6

1.4K 146 123
                                    

Günün ilerleyen saatlerinde yatağımdan çıkmamayı seçtim. Zaten karnım ağrıyordu ve bende bunu bir bahane olarak kullandım. Hyunjin bir kere bile yanıma uğramadı ve yan odadan gelen o iğrenç sesleri duymadım. Belki de beni biraz düşünüp benim odamdan uzak bir odada halletmek istemiştir işini. Bunu düşününce kendi kendime kıkırdadım. Aslında bu gülünecek birşey değildi. Ağlanacak halime gülüyordum resmen ama ağlamak da istemiyordum işte.

Saat 10:21 civarlarında ise uyudum.

~SABAH~

Sabah hyunjin in o aptal sesi ile uyandım. Maalesef ki o aptal olası ses çekiciydi. Ben buydum işte beni sevmeyenlere aşık olurdum hep.

"FELİX UYAN!"

Gözümü açtığımda ona tek kaşımı kaldırarak baktım.

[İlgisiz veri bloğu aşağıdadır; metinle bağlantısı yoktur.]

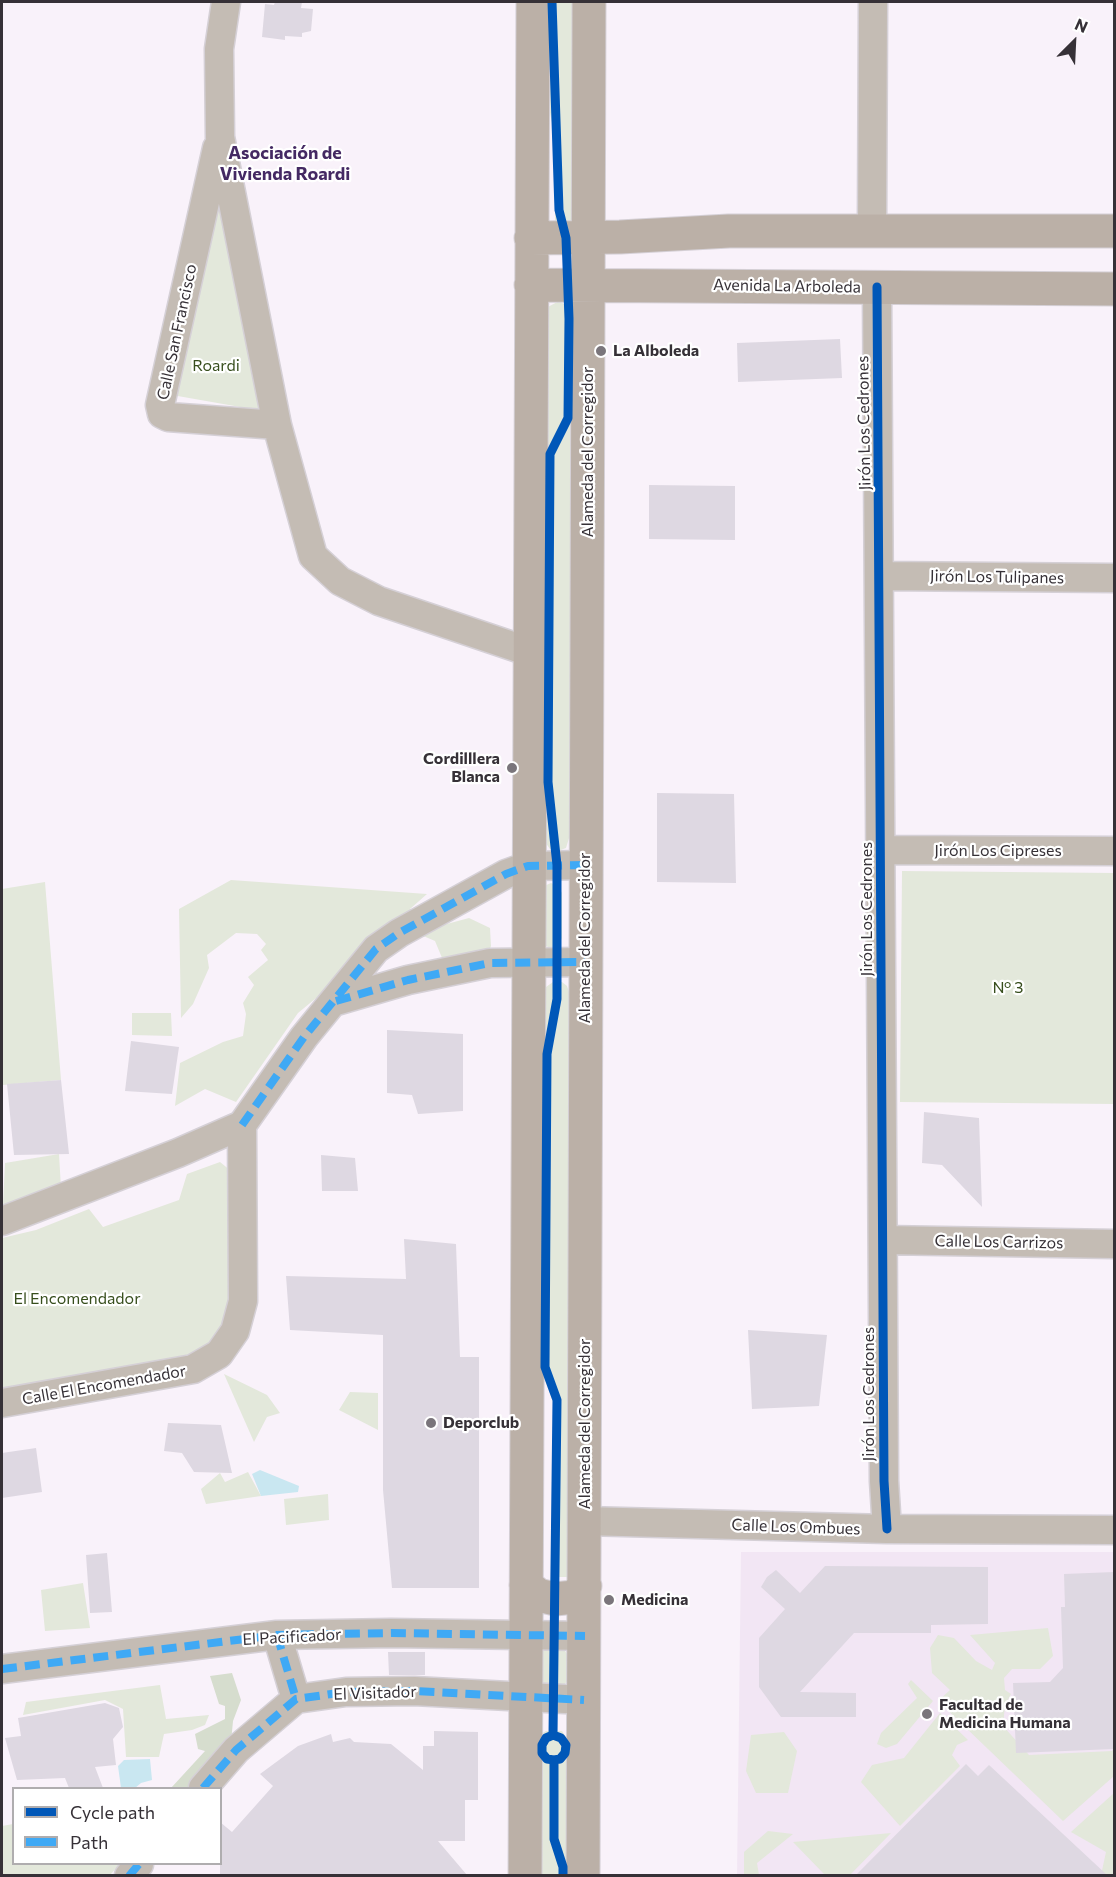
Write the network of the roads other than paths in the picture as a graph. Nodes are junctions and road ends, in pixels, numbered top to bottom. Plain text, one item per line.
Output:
1 (226, 2) edge
2 (533, 2) edge
3 (589, 2) edge
4 (873, 2) edge
5 (220, 137) junction
6 (872, 230) junction
7 (1114, 231) edge
8 (588, 237) junction
9 (531, 238) junction
10 (589, 284) junction
11 (531, 285) junction
12 (877, 288) junction
13 (1114, 289) edge
14 (277, 425) junction
15 (880, 576) junction
16 (1114, 578) edge
17 (530, 652) junction
18 (882, 850) junction
19 (1114, 851) edge
20 (585, 865) junction
21 (528, 866) junction
22 (527, 962) junction
23 (585, 962) junction
24 (336, 1001) junction
25 (242, 1125) junction
26 (2, 1221) edge
27 (884, 1240) junction
28 (1114, 1244) edge
29 (2, 1403) edge
30 (585, 1521) junction
31 (887, 1530) junction
32 (1114, 1530) edge
33 (526, 1585) junction
34 (585, 1586) junction
35 (277, 1635) junction
36 (526, 1635) junction
37 (585, 1636) junction
38 (2, 1669) edge
39 (526, 1698) junction
40 (296, 1699) junction
41 (584, 1700) junction
42 (204, 1787) edge
43 (525, 1875) edge
44 (583, 1875) edge

1 - 5 street, Calle San Francisco
2 - 9 main road
3 - 8 main road, Alameda del Corregidor
4 - 6 street
5 - 14 street, Calle San Francisco
5 - 14 street, Calle San Francisco
6 - 7 main road
6 - 8 main road
8 - 9 main road
8 - 10 main road, Alameda del Corregidor
9 - 11 main road
10 - 11 main road, Avenida La Arboleda
10 - 12 main road, Avenida La Arboleda
10 - 20 main road, Alameda del Corregidor
11 - 17 main road
12 - 13 main road, Avenida La Arboleda
12 - 15 street, Jirón Los Cedrones
14 - 17 street, Calle San Francisco
15 - 16 street, Jirón Los Tulipanes
15 - 18 street, Jirón Los Cedrones
17 - 21 main road
18 - 19 street, Jirón Los Cipreses
18 - 27 street, Jirón Los Cedrones
20 - 21 street
20 - 23 main road, Alameda del Corregidor
21 - 22 main road
21 - 24 street
22 - 23 street
22 - 24 street
22 - 33 main road
23 - 30 main road, Alameda del Corregidor
24 - 25 street
25 - 26 street
25 - 29 street, Calle El Encomendador
27 - 28 street, Calle Los Carrizos
27 - 31 street, Jirón Los Cedrones
30 - 31 street, Calle Los Ombues
30 - 34 main road, Alameda del Corregidor
31 - 32 street, Calle Los Ombues
33 - 34 main road
33 - 36 main road
34 - 37 main road, Alameda del Corregidor
35 - 36 street, El Pacificador
35 - 38 street, El Pacificador
35 - 40 street
36 - 37 street, El Pacificador
36 - 39 main road
37 - 41 main road, Alameda del Corregidor
39 - 40 street, El Visitador
39 - 41 street, El Visitador
39 - 43 main road
40 - 42 street
41 - 44 main road, Alameda del Corregidor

"Ne var? Ne öküz gibi bağırıyon Sabah sabah?"

"Bir arkadaşım geldi ona biraz senden bahsettim sorunca. O da seni merak etti."

Önüme birkaç parça kıyafet attı.

"Şunları giy hemen aşağıya inicez."

Bana uzattığı şort ve tişört ü giydim. Şort u giymemde yardımcı oldu çok sağolsun. tişört vücudumu çok fazla belli ediyordu. Şort ise çok kısaydı. Umursamadım, zaten giyim tarzım buydu.

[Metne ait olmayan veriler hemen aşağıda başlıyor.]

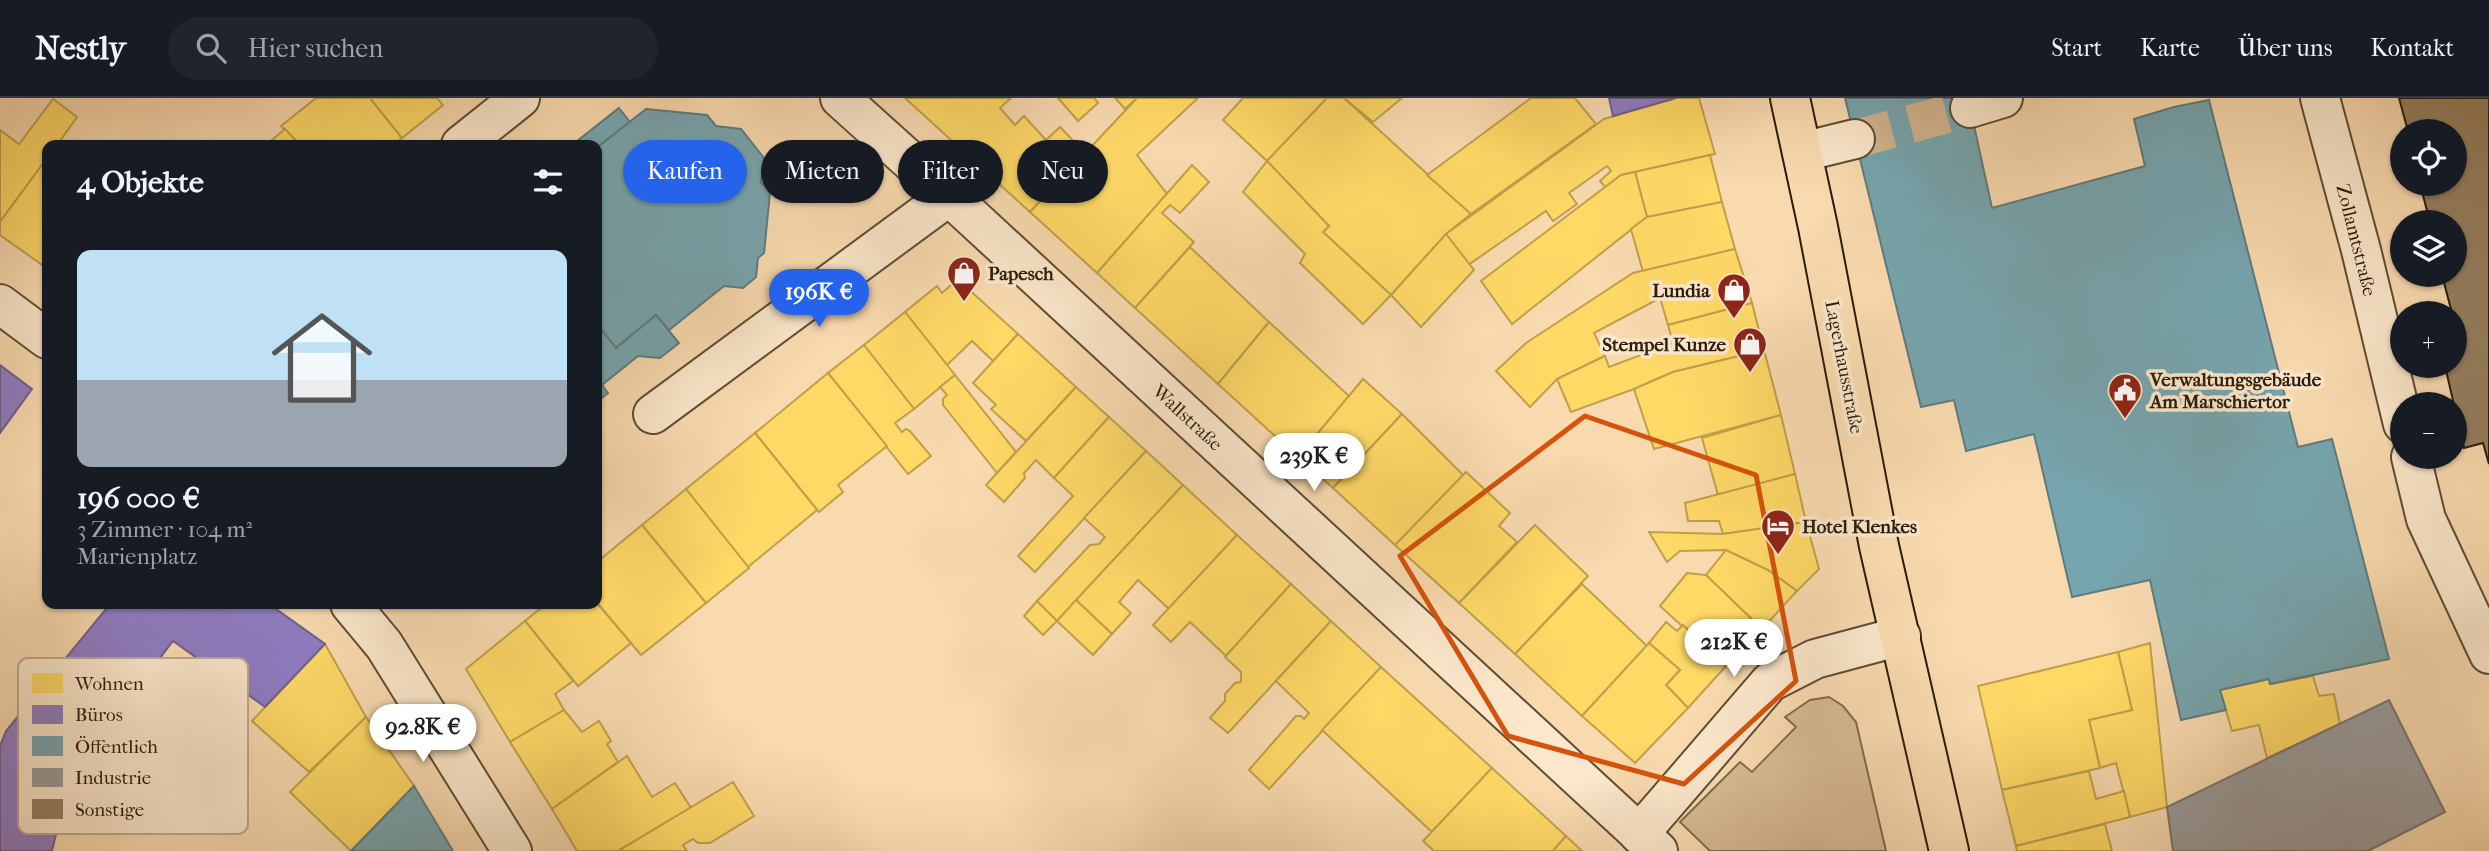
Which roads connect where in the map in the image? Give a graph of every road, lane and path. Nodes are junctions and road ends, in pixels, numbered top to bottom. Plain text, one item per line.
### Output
1 (520, 98) edge
2 (840, 98) edge
3 (1790, 98) edge
4 (2320, 98) edge
5 (1855, 139) tunnel mouth
6 (467, 140) edge
7 (898, 150) edge
8 (1802, 152) junction
9 (939, 203) edge
10 (957, 203) edge
11 (0, 304) edge
12 (42, 335) edge
13 (2395, 392) edge
14 (653, 414) dead end
15 (2414, 469) edge
16 (355, 609) edge
17 (1901, 636) junction
18 (2489, 654) edge
19 (1649, 842) edge
20 (512, 851) edge
21 (1950, 851) edge

1 - 6 street
2 - 7 street, Wallstraße
3 - 8 main road, Lagerhausstraße
4 - 13 street, Zollamtstraße
5 - 8 street
8 - 17 main road, Lagerhausstraße
9 - 14 street
10 - 19 street, Wallstraße
11 - 12 street
15 - 18 street
16 - 20 street
17 - 19 street
17 - 21 main road, Lagerhausstraße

Hyunjin beni aşağı indirip arkadaşı olarak bahsettiği çocuğun yanına oturttu. Kendisi ise bizim karşımıza oturdu. Yanımda oturan çocuk bana elini uzattı bende sıktım.

"Ben yeon"

"Felix, memnun oldum"

"Bende öyle"

Yeon bana gerçekten garip bakıyordu. Bu bakışlarından rahatsız olmuştum. Sessizce telefonuma bakmaya başladım. Yeon ile hyunjin ise konuşmaya başladılar.

Yeon'un eli arada sırada yanlışlıkla bacağıma sürtüyordu yani en azından ben öyle düşünüyordum. Umursamadan telefonuma bakmaya devam ettim. Bacaklarımı elimle birbirine yakınlaştırdım. Ondan uzak olmaya çalışıyordum.

"Liz bir sorun mu var? rahat değil gibisin."

Hyunjin in sorusu ile başımı kaldırdım. Bana bakıyordu.

"Ah, hayır. Rahatsız gibi mi duruyorum?"

"Hmhm" hyunjin kafasını olumlu anlamda aşağı yukarı salladı.

"Birşey'im yok. Merak etme."

Ettiğini de sanmıyordum zaten. Bu sadece burada arkadaşı olduğundan dolayı bana gösterdiği bir ilgiydi. Kafamı geri telefona çevirdim.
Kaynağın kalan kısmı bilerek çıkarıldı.